= DESCRIPTION OF THE TASK =
Among the entries below, copy every line that carries the word "يسار".

(Collected data)
● ● ● ●

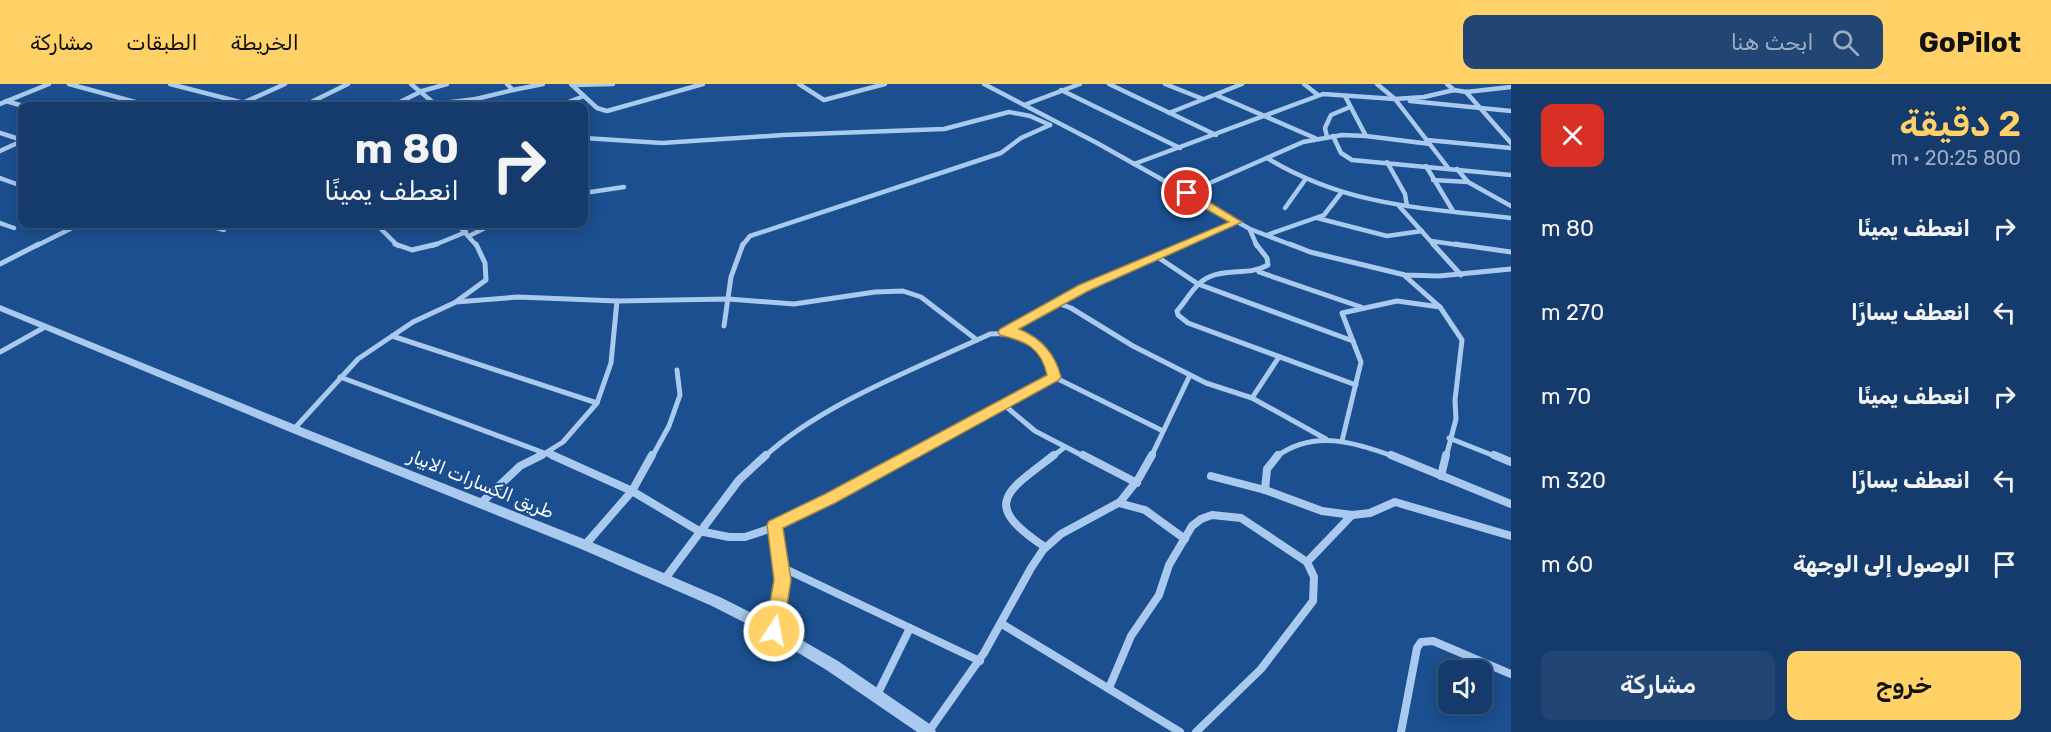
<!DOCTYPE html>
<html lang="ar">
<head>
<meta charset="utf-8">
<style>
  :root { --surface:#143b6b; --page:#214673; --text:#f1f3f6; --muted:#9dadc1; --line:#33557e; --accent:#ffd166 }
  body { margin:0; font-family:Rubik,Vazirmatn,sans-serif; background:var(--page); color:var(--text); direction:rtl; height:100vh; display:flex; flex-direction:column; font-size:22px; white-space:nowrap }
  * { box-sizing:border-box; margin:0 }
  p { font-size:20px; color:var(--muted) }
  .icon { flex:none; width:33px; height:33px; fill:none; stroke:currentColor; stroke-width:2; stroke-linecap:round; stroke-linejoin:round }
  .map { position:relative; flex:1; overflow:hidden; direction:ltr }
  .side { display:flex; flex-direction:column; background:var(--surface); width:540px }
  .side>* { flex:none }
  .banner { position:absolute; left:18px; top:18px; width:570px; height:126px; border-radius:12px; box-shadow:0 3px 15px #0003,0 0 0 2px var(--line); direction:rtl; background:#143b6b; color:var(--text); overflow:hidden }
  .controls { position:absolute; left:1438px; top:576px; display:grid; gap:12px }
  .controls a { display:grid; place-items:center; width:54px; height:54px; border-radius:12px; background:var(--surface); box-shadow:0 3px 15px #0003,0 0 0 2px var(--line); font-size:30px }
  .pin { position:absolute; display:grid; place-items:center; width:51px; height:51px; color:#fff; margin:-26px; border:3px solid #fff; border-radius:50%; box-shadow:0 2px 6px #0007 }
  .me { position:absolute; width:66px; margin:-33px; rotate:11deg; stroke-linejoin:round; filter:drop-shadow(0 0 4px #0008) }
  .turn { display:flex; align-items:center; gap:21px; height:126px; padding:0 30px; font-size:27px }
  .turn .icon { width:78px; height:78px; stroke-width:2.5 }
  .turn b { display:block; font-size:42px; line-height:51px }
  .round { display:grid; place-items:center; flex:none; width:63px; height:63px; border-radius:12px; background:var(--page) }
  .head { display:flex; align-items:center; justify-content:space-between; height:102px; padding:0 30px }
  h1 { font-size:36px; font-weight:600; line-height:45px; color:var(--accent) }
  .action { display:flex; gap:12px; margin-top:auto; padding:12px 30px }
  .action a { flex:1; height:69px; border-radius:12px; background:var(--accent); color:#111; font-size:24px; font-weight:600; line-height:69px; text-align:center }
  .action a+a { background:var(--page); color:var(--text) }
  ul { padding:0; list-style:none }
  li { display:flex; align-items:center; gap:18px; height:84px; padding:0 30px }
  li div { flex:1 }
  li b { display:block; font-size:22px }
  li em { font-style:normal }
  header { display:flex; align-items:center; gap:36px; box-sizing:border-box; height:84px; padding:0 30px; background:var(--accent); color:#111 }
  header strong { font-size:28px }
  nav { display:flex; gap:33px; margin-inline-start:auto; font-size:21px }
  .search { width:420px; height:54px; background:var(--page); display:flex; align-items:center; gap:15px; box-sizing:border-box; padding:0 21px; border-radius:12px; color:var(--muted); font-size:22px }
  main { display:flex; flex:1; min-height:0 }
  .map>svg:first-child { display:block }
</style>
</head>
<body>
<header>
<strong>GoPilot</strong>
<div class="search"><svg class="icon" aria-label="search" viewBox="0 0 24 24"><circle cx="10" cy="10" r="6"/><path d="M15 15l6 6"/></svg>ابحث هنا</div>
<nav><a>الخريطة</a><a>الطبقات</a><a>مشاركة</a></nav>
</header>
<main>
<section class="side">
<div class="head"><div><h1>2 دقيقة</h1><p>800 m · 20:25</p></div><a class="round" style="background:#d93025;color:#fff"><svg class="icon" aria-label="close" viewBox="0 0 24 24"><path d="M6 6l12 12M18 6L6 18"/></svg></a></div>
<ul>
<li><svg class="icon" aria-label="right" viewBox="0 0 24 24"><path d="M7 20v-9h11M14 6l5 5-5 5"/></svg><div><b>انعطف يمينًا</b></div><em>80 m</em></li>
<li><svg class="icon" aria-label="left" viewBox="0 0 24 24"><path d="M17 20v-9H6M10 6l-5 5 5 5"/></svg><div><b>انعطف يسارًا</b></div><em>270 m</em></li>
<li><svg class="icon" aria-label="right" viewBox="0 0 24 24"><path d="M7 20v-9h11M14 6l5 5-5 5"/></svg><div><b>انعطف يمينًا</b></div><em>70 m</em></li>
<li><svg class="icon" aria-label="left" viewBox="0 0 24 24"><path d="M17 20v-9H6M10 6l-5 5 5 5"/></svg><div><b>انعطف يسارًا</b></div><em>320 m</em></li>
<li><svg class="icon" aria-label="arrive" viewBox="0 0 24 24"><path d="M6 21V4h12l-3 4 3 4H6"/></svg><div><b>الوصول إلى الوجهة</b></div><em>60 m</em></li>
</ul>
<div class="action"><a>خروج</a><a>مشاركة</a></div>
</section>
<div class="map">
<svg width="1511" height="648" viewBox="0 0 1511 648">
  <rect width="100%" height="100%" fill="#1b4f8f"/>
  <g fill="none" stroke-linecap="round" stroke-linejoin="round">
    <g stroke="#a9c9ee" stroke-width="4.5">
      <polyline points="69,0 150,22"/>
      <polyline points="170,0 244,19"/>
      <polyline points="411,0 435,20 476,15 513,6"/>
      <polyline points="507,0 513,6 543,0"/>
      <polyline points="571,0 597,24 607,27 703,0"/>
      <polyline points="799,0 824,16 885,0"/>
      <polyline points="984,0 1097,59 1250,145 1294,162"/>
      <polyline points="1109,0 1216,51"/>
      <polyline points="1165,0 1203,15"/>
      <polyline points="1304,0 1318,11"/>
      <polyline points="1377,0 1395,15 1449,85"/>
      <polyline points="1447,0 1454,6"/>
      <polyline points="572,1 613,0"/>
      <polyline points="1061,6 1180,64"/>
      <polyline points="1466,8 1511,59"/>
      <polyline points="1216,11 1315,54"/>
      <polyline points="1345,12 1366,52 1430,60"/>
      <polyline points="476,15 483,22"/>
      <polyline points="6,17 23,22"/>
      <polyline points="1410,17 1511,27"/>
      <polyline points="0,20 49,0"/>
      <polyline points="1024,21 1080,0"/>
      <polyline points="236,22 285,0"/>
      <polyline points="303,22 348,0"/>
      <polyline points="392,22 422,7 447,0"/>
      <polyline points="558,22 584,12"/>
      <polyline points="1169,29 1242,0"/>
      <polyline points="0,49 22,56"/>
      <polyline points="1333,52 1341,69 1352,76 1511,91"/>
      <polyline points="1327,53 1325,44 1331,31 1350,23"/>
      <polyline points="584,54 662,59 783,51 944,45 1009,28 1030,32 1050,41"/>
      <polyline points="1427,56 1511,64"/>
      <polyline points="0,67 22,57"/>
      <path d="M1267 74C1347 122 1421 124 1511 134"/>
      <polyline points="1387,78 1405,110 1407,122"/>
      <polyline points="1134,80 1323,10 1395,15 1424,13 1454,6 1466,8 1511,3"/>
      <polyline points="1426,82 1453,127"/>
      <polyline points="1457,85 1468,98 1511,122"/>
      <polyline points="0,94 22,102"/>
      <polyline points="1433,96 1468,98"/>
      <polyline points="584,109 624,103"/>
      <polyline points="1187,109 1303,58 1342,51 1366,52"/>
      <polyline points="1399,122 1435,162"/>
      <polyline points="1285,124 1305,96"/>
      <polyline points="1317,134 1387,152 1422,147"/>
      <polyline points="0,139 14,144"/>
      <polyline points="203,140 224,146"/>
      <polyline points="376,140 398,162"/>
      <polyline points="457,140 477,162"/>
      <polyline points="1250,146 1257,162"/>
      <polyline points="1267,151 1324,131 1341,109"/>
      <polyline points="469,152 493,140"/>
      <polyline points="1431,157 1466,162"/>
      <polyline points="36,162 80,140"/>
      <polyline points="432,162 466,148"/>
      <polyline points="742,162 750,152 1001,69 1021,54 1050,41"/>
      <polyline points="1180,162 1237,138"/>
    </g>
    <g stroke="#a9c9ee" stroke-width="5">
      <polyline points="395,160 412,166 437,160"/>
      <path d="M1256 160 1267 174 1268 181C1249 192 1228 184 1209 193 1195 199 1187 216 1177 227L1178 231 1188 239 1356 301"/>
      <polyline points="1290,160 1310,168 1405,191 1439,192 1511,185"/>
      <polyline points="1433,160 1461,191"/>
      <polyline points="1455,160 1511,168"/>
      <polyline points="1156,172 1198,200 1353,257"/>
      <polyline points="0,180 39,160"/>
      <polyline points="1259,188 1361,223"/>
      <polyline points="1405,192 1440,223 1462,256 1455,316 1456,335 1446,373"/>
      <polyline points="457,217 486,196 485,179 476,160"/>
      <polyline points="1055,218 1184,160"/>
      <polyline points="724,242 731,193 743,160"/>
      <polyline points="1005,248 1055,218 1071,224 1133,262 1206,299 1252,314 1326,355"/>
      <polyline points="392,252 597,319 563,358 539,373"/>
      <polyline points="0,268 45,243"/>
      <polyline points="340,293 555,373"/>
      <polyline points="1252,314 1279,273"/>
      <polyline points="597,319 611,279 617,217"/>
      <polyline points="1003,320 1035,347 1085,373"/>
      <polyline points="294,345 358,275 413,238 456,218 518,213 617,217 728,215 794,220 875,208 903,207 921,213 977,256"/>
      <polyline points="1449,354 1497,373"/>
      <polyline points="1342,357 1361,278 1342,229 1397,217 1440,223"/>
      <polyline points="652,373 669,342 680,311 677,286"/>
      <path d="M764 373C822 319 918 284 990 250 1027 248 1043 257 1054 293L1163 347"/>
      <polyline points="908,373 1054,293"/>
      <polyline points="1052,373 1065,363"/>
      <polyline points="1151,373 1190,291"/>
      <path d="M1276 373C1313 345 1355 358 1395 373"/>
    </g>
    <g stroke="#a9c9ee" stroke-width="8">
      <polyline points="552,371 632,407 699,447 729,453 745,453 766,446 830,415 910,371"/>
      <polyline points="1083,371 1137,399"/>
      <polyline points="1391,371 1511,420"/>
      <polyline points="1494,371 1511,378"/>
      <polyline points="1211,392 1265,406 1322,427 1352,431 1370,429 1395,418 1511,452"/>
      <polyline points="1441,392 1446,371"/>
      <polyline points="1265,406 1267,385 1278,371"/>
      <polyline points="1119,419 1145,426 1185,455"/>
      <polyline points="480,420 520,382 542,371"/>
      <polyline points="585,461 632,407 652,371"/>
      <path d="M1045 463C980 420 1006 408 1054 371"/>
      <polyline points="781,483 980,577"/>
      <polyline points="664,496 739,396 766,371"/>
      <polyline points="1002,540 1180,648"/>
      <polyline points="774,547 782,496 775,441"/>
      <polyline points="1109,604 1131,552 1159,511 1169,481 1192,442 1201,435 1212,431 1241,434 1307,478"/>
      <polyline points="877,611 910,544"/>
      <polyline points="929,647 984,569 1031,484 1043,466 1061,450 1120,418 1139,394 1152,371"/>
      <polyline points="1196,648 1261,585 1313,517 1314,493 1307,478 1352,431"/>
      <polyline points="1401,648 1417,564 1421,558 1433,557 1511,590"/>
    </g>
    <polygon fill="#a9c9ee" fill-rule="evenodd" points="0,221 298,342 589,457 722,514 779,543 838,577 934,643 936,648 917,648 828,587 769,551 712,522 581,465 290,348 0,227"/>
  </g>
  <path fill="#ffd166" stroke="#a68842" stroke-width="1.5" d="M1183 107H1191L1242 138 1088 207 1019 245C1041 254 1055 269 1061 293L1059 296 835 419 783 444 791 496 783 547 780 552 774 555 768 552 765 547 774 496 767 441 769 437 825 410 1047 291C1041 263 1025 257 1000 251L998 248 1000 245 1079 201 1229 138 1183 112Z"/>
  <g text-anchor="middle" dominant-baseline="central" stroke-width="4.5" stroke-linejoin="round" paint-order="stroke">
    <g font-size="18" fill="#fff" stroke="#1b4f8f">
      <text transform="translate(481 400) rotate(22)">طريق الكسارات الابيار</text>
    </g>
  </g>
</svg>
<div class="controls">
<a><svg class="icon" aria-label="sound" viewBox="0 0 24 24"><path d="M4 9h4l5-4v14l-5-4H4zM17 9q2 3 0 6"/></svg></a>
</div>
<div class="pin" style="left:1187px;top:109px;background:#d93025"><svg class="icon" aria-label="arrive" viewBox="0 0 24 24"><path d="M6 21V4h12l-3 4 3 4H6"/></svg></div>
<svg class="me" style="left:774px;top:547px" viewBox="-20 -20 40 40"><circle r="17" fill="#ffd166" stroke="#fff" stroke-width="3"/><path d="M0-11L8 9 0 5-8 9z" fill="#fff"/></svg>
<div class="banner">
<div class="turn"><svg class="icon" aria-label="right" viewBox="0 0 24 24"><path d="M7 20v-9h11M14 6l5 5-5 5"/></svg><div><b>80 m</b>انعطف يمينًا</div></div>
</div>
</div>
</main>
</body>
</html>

● ● ● ●

= REPLY TO THE TASK =
<li><svg class="icon" aria-label="left" viewBox="0 0 24 24"><path d="M17 20v-9H6M10 6l-5 5 5 5"/></svg><div><b>انعطف يسارًا</b></div><em>270 m</em></li>
<li><svg class="icon" aria-label="left" viewBox="0 0 24 24"><path d="M17 20v-9H6M10 6l-5 5 5 5"/></svg><div><b>انعطف يسارًا</b></div><em>320 m</em></li>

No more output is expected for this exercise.